Stored data entries:
= = = = = = =

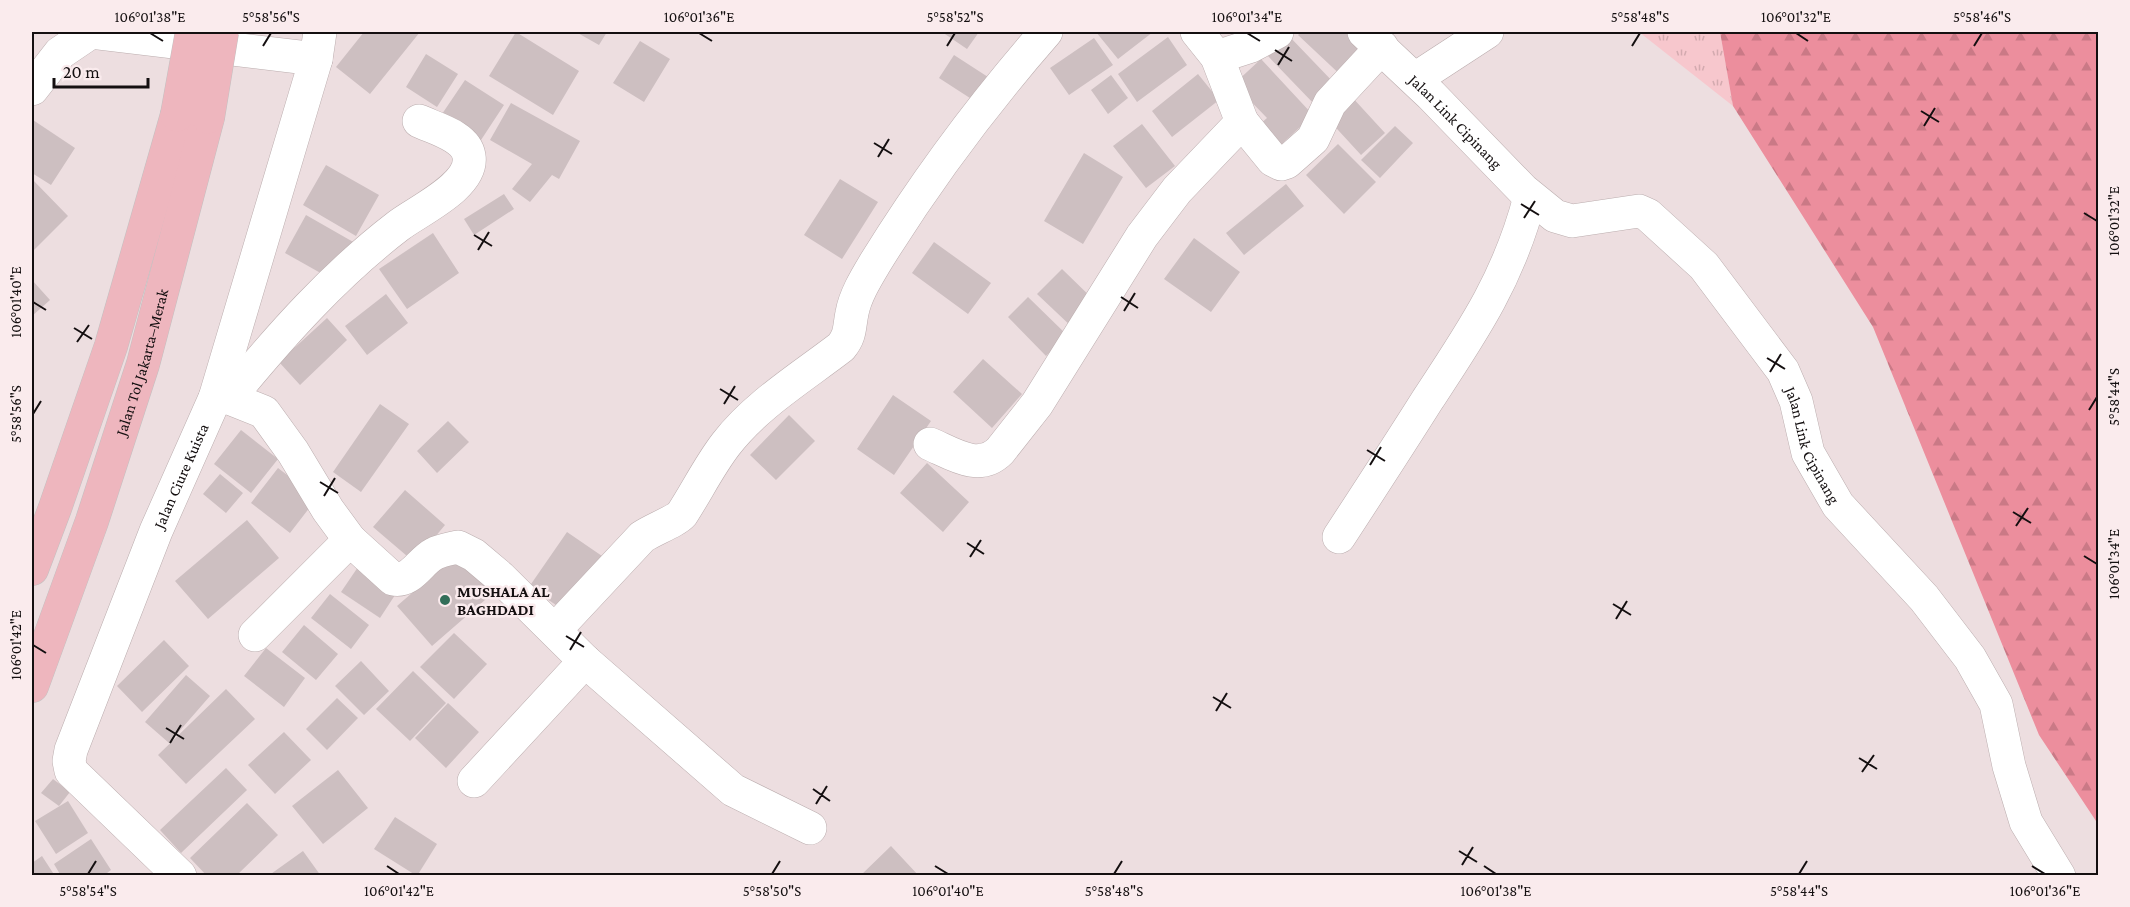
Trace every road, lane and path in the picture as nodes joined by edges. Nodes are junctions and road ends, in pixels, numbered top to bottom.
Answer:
1 (192, 32) edge
2 (222, 32) edge
3 (1046, 32) edge
4 (1197, 32) edge
5 (1277, 32) edge
6 (1487, 32) edge
7 (1373, 39) edge
8 (318, 45) edge
9 (1217, 57) junction
10 (1415, 79) junction
11 (32, 89) edge
12 (193, 116) junction
13 (419, 121) dead end
14 (1242, 122) junction
15 (1530, 197) junction
16 (222, 398) junction
17 (930, 444) dead end
18 (1339, 537) dead end
19 (350, 540) junction
20 (32, 569) edge
21 (555, 630) junction
22 (255, 635) dead end
23 (585, 661) junction
24 (32, 686) edge
25 (474, 781) dead end
26 (810, 828) dead end
27 (180, 876) edge
28 (2058, 876) edge

1 - 12 highway, Jalan Tol Jakarta–Merak, bridge
2 - 12 highway, Jalan Tol Jakarta–Merak, bridge
3 - 21 street
4 - 9 street
5 - 9 street
6 - 10 street
7 - 10 street, Jalan Link Cipinang
7 - 14 street
8 - 11 street
8 - 16 street, Jalan Ciure Kuista
9 - 14 street
10 - 15 street, Jalan Link Cipinang
12 - 20 highway, Jalan Tol Jakarta–Merak
12 - 24 highway, Jalan Tol Jakarta–Merak
13 - 16 street
14 - 17 street
15 - 18 street
15 - 28 street, Jalan Link Cipinang
16 - 19 street
16 - 27 street, Jalan Ciure Kuista
19 - 21 street
19 - 22 street
21 - 23 street
23 - 25 street
23 - 26 street

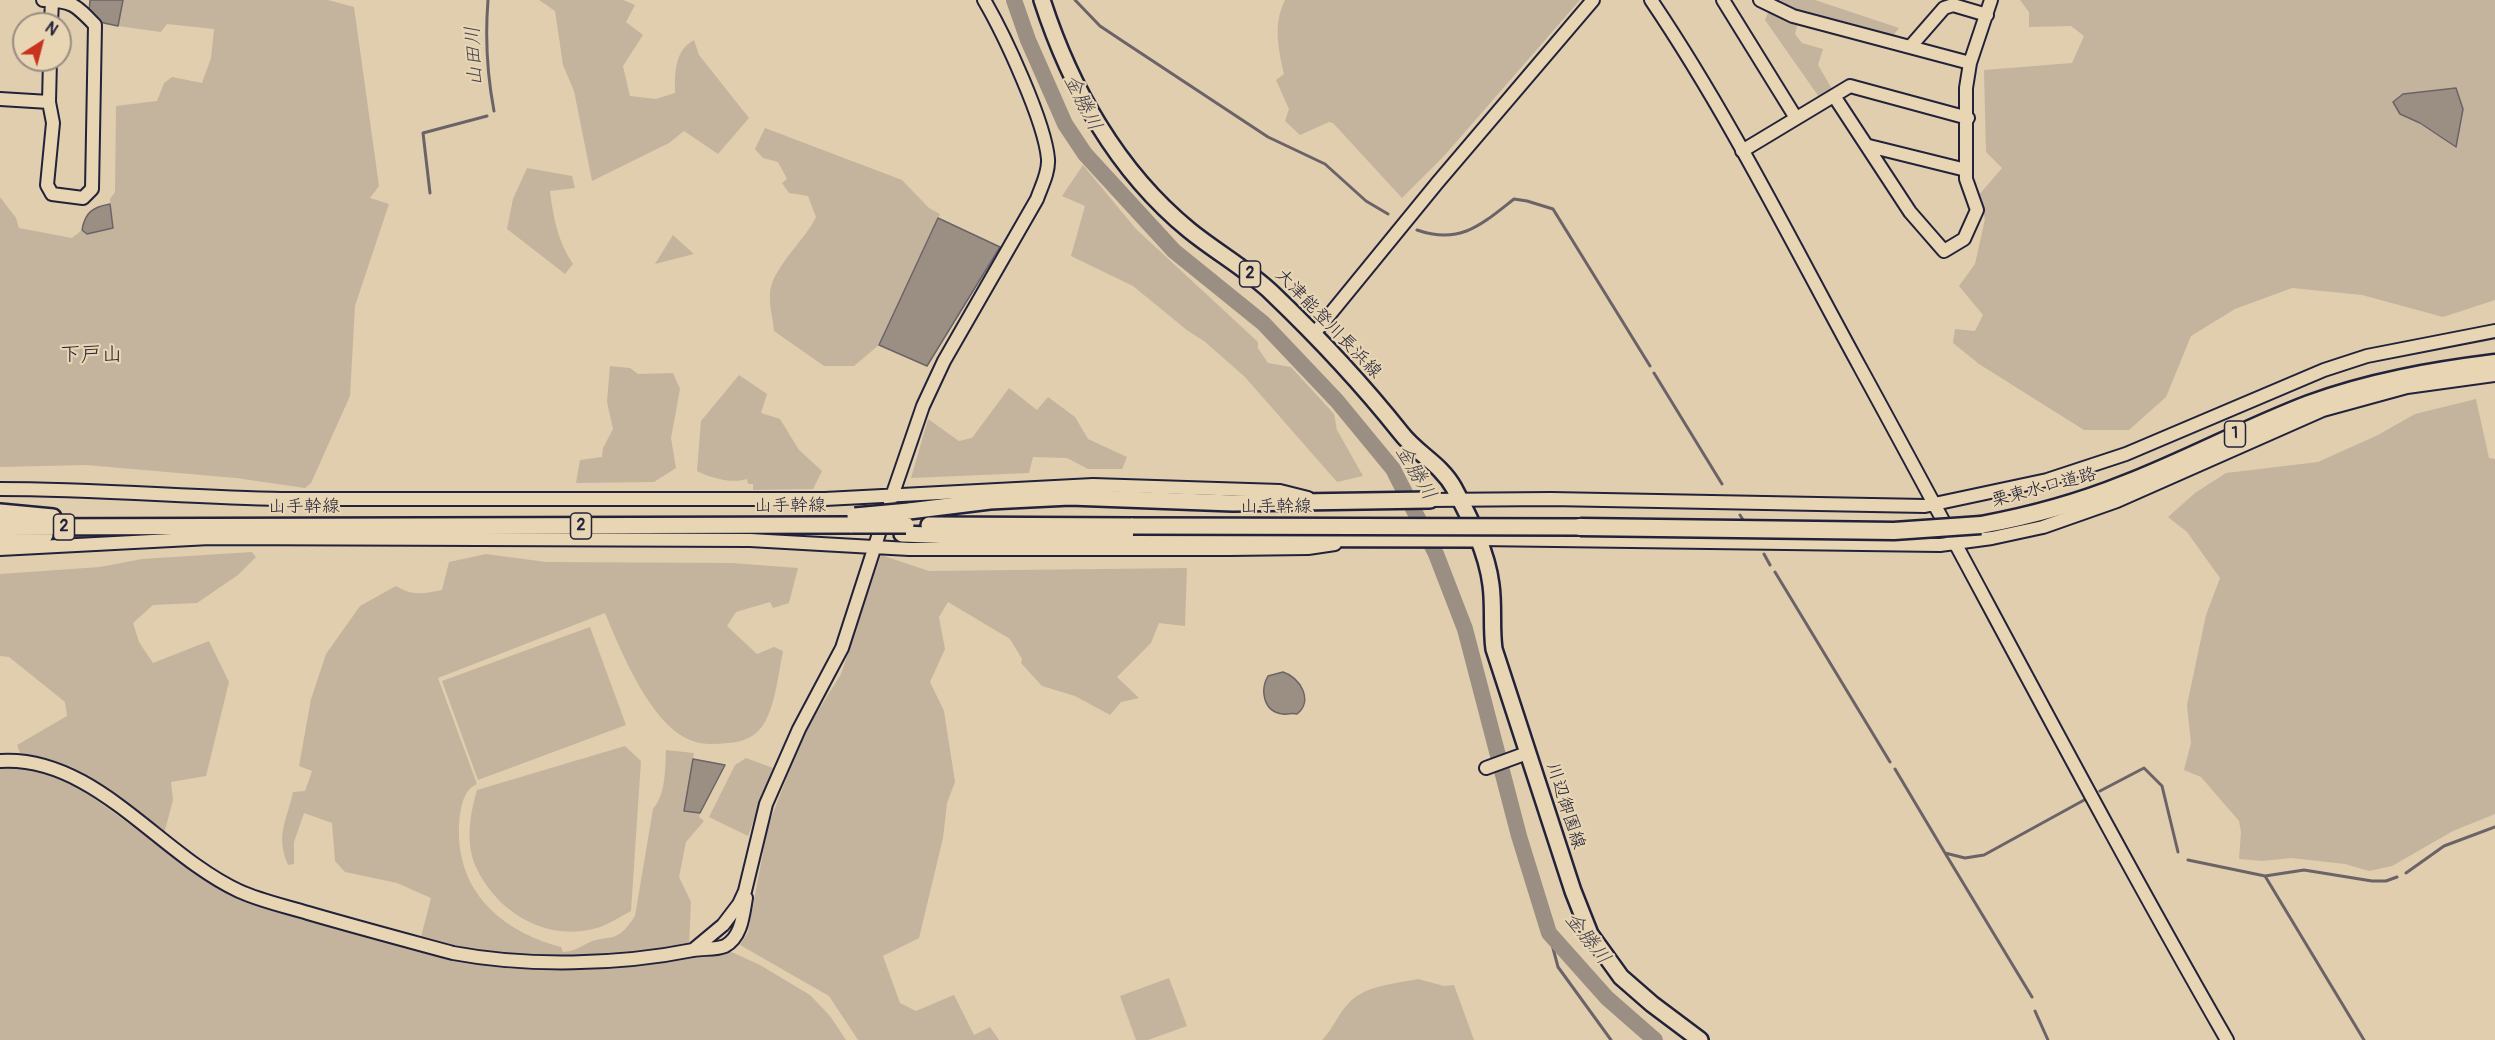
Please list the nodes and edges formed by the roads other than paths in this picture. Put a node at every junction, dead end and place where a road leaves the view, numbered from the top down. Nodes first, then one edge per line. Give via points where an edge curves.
1 (43, 0) edge
2 (52, 0) edge
3 (984, 0) edge
4 (1042, 0) edge
5 (1593, 0) edge
6 (1724, 0) edge
7 (1760, 0) edge
8 (1991, 0) edge
9 (1654, 1) edge
10 (1987, 15) junction
11 (1910, 47) junction
12 (1970, 63) junction
13 (50, 72) edge
14 (1834, 96) junction
15 (0, 99) edge
16 (49, 102) junction
17 (1796, 118) junction
18 (1968, 118) junction
19 (1869, 146) junction
20 (1742, 151) junction
21 (1966, 170) junction
22 (2495, 331) edge
23 (1312, 335) junction
24 (2495, 363) edge
25 (2495, 375) edge
26 (0, 489) edge
27 (892, 496) junction
28 (1459, 498) junction
29 (1430, 500) joint
30 (1322, 501) junction
31 (1936, 504) junction
32 (0, 512) edge
33 (852, 524) junction
34 (906, 524) junction
35 (206, 525) junction
36 (736, 525) junction
37 (0, 527) edge
38 (129, 527) junction
39 (1580, 527) joint
40 (1478, 539) junction
41 (0, 540) edge
42 (1363, 540) junction
43 (1956, 543) junction
44 (873, 547) junction
45 (0, 549) edge
46 (1527, 753) junction
47 (0, 761) edge
48 (1486, 768) dead end
49 (1700, 1040) edge
50 (2227, 1040) edge

1 - 2 street
2 - 16 street via 78,6 95,25 92,189 83,198 52,194 47,185 53,123
3 - 27 street via 1036,114 1048,161 1036,199 927,397
4 - 23 main road, 大津能登川長浜線 / 2 via 1068,69 1090,113 1114,148 1162,205 1189,230 1258,280
5 - 23 street
6 - 17 street
7 - 11 street via 1793,16
8 - 10 street
9 - 20 street
10 - 11 street via 1953,5 1944,8
10 - 12 street
11 - 12 street
12 - 18 street via 1966,88
13 - 16 street
14 - 17 street
14 - 18 street via 1850,86
14 - 19 street
15 - 16 street
17 - 20 street
18 - 21 street
19 - 21 street
19 - 21 street via 1910,212 1944,251 1964,239 1977,210 1965,179
20 - 31 street
22 - 31 street via 2367,356 2314,374 2126,454 2047,480
23 - 28 main road, 大津能登川長浜線 / 2 via 1411,445 1443,471
24 - 39 highway, 栗東水口道路 / 1, bridge via 2359,387 2244,430 2110,490 2048,510 1981,525 1894,531
25 - 43 street via 2407,387 2323,410 2117,501 2043,526
26 - 27 street via 100,489 282,499
27 - 30 street via 1093,485 1280,491
27 - 44 street
28 - 29 street
28 - 31 street via 1876,507
28 - 40 main road, 大津能登川長浜線 / 2
29 - 30 main road
30 - 34 main road via 1233,503 1070,497 990,501
31 - 43 street
32 - 35 main road
33 - 34 main road, 山手幹線 / 2, bridge
33 - 36 main road
33 - 36 main road, 山手幹線 / 2
34 - 39 main road, 山手幹線 / 2, bridge
34 - 42 main road via 1008,538
35 - 36 main road, 山手幹線 / 2
35 - 38 main road, 山手幹線 / 2
37 - 38 main road, 山手幹線 / 2
38 - 41 main road
40 - 42 main road
40 - 43 street
40 - 46 main road, 川辺御園線 via 1489,570 1494,649
42 - 44 street via 1268,549
43 - 50 street via 2155,917
44 - 45 street via 750,540 210,538
44 - 47 street via 842,648 799,729 766,804 745,891 723,925 693,950 659,957 512,963 453,953 382,934 236,890 82,781 44,764
46 - 48 street
46 - 49 main road, 川辺御園線 via 1590,934 1621,977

= = = = = = =

Directions for this task - Show the lines of the data that hold the word "bridge".

Result of this task -
1 - 12 highway, Jalan Tol Jakarta–Merak, bridge
2 - 12 highway, Jalan Tol Jakarta–Merak, bridge
24 - 39 highway, 栗東水口道路 / 1, bridge via 2359,387 2244,430 2110,490 2048,510 1981,525 1894,531
33 - 34 main road, 山手幹線 / 2, bridge
34 - 39 main road, 山手幹線 / 2, bridge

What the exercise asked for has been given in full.